TASK BRIEF:
Repeat every entry below exactly as given.
[[ ENTRIES PROVIDED open ]]
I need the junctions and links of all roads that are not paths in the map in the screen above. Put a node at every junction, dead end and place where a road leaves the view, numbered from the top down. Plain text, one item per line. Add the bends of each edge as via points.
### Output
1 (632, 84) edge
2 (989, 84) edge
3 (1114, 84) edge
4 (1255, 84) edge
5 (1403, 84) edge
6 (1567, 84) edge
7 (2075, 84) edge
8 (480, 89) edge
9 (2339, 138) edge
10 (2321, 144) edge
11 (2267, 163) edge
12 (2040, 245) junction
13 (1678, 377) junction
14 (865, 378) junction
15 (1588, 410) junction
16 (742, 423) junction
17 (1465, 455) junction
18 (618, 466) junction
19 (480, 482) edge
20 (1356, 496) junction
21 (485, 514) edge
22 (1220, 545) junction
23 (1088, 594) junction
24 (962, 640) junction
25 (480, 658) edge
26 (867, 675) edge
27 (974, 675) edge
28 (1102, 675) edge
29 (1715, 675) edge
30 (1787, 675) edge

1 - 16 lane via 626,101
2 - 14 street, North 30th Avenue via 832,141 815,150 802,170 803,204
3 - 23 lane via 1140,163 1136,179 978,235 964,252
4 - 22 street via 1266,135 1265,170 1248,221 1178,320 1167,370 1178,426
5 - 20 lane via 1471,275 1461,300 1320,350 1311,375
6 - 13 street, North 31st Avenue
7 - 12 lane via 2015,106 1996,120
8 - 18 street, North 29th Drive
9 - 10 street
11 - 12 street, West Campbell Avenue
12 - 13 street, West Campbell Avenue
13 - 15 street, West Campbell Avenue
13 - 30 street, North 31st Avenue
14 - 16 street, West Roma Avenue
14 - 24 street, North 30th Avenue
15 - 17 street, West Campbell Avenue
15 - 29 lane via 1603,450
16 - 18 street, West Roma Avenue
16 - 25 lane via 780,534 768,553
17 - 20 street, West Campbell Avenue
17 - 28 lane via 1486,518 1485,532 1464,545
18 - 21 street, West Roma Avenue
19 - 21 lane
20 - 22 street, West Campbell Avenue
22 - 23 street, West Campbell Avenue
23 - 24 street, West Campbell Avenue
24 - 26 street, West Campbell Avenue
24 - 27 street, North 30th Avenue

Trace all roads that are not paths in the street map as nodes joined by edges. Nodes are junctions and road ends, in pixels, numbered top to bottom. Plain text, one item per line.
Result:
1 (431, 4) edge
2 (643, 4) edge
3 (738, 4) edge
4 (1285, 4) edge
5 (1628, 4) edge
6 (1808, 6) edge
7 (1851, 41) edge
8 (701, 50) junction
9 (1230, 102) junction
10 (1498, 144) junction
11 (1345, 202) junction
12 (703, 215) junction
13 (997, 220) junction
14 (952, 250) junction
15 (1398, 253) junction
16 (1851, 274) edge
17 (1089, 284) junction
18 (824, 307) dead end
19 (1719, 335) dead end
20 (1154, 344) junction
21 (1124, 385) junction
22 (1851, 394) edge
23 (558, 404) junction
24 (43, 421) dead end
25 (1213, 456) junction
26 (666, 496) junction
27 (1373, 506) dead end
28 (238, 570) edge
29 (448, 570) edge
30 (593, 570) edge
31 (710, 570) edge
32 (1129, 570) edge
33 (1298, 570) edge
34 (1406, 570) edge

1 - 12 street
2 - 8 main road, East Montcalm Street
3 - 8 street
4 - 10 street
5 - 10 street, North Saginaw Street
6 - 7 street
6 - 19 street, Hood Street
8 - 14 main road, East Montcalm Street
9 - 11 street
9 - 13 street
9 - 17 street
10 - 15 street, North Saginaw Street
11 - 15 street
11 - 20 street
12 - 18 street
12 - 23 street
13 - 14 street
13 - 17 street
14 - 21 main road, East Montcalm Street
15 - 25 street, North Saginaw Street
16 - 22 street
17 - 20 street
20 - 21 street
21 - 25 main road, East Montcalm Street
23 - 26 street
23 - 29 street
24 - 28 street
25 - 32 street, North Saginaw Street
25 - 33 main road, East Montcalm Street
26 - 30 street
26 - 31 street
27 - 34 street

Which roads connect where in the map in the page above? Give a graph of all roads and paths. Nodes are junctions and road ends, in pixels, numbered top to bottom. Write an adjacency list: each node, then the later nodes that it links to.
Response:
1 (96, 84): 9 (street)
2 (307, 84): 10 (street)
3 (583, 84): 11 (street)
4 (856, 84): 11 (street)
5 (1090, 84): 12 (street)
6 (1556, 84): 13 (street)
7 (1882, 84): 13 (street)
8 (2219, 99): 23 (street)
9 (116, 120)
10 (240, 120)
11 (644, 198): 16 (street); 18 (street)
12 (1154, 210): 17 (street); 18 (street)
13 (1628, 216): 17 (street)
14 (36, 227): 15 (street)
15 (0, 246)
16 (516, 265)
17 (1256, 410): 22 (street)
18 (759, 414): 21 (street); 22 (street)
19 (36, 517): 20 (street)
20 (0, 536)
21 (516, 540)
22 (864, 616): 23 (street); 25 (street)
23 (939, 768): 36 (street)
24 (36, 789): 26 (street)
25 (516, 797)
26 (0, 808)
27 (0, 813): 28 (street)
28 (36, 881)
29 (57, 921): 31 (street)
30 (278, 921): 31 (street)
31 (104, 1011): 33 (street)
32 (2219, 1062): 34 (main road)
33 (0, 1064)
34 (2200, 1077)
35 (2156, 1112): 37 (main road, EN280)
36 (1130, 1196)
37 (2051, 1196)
[[ ENTRIES PROVIDED closed ]]
OUTPUT FOR THIS EXERCISE:
I need the junctions and links of all roads that are not paths in the map in the screen above. Put a node at every junction, dead end and place where a road leaves the view, numbered from the top down. Plain text, one item per line. Add the bends of each edge as via points.
### Output
1 (632, 84) edge
2 (989, 84) edge
3 (1114, 84) edge
4 (1255, 84) edge
5 (1403, 84) edge
6 (1567, 84) edge
7 (2075, 84) edge
8 (480, 89) edge
9 (2339, 138) edge
10 (2321, 144) edge
11 (2267, 163) edge
12 (2040, 245) junction
13 (1678, 377) junction
14 (865, 378) junction
15 (1588, 410) junction
16 (742, 423) junction
17 (1465, 455) junction
18 (618, 466) junction
19 (480, 482) edge
20 (1356, 496) junction
21 (485, 514) edge
22 (1220, 545) junction
23 (1088, 594) junction
24 (962, 640) junction
25 (480, 658) edge
26 (867, 675) edge
27 (974, 675) edge
28 (1102, 675) edge
29 (1715, 675) edge
30 (1787, 675) edge

1 - 16 lane via 626,101
2 - 14 street, North 30th Avenue via 832,141 815,150 802,170 803,204
3 - 23 lane via 1140,163 1136,179 978,235 964,252
4 - 22 street via 1266,135 1265,170 1248,221 1178,320 1167,370 1178,426
5 - 20 lane via 1471,275 1461,300 1320,350 1311,375
6 - 13 street, North 31st Avenue
7 - 12 lane via 2015,106 1996,120
8 - 18 street, North 29th Drive
9 - 10 street
11 - 12 street, West Campbell Avenue
12 - 13 street, West Campbell Avenue
13 - 15 street, West Campbell Avenue
13 - 30 street, North 31st Avenue
14 - 16 street, West Roma Avenue
14 - 24 street, North 30th Avenue
15 - 17 street, West Campbell Avenue
15 - 29 lane via 1603,450
16 - 18 street, West Roma Avenue
16 - 25 lane via 780,534 768,553
17 - 20 street, West Campbell Avenue
17 - 28 lane via 1486,518 1485,532 1464,545
18 - 21 street, West Roma Avenue
19 - 21 lane
20 - 22 street, West Campbell Avenue
22 - 23 street, West Campbell Avenue
23 - 24 street, West Campbell Avenue
24 - 26 street, West Campbell Avenue
24 - 27 street, North 30th Avenue

Trace all roads that are not paths in the street map as nodes joined by edges. Nodes are junctions and road ends, in pixels, numbered top to bottom. Plain text, one item per line.
Result:
1 (431, 4) edge
2 (643, 4) edge
3 (738, 4) edge
4 (1285, 4) edge
5 (1628, 4) edge
6 (1808, 6) edge
7 (1851, 41) edge
8 (701, 50) junction
9 (1230, 102) junction
10 (1498, 144) junction
11 (1345, 202) junction
12 (703, 215) junction
13 (997, 220) junction
14 (952, 250) junction
15 (1398, 253) junction
16 (1851, 274) edge
17 (1089, 284) junction
18 (824, 307) dead end
19 (1719, 335) dead end
20 (1154, 344) junction
21 (1124, 385) junction
22 (1851, 394) edge
23 (558, 404) junction
24 (43, 421) dead end
25 (1213, 456) junction
26 (666, 496) junction
27 (1373, 506) dead end
28 (238, 570) edge
29 (448, 570) edge
30 (593, 570) edge
31 (710, 570) edge
32 (1129, 570) edge
33 (1298, 570) edge
34 (1406, 570) edge

1 - 12 street
2 - 8 main road, East Montcalm Street
3 - 8 street
4 - 10 street
5 - 10 street, North Saginaw Street
6 - 7 street
6 - 19 street, Hood Street
8 - 14 main road, East Montcalm Street
9 - 11 street
9 - 13 street
9 - 17 street
10 - 15 street, North Saginaw Street
11 - 15 street
11 - 20 street
12 - 18 street
12 - 23 street
13 - 14 street
13 - 17 street
14 - 21 main road, East Montcalm Street
15 - 25 street, North Saginaw Street
16 - 22 street
17 - 20 street
20 - 21 street
21 - 25 main road, East Montcalm Street
23 - 26 street
23 - 29 street
24 - 28 street
25 - 32 street, North Saginaw Street
25 - 33 main road, East Montcalm Street
26 - 30 street
26 - 31 street
27 - 34 street

Which roads connect where in the map in the page above? Give a graph of all roads and paths. Nodes are junctions and road ends, in pixels, numbered top to bottom. Write an adjacency list: each node, then the later nodes that it links to.
Response:
1 (96, 84): 9 (street)
2 (307, 84): 10 (street)
3 (583, 84): 11 (street)
4 (856, 84): 11 (street)
5 (1090, 84): 12 (street)
6 (1556, 84): 13 (street)
7 (1882, 84): 13 (street)
8 (2219, 99): 23 (street)
9 (116, 120)
10 (240, 120)
11 (644, 198): 16 (street); 18 (street)
12 (1154, 210): 17 (street); 18 (street)
13 (1628, 216): 17 (street)
14 (36, 227): 15 (street)
15 (0, 246)
16 (516, 265)
17 (1256, 410): 22 (street)
18 (759, 414): 21 (street); 22 (street)
19 (36, 517): 20 (street)
20 (0, 536)
21 (516, 540)
22 (864, 616): 23 (street); 25 (street)
23 (939, 768): 36 (street)
24 (36, 789): 26 (street)
25 (516, 797)
26 (0, 808)
27 (0, 813): 28 (street)
28 (36, 881)
29 (57, 921): 31 (street)
30 (278, 921): 31 (street)
31 (104, 1011): 33 (street)
32 (2219, 1062): 34 (main road)
33 (0, 1064)
34 (2200, 1077)
35 (2156, 1112): 37 (main road, EN280)
36 (1130, 1196)
37 (2051, 1196)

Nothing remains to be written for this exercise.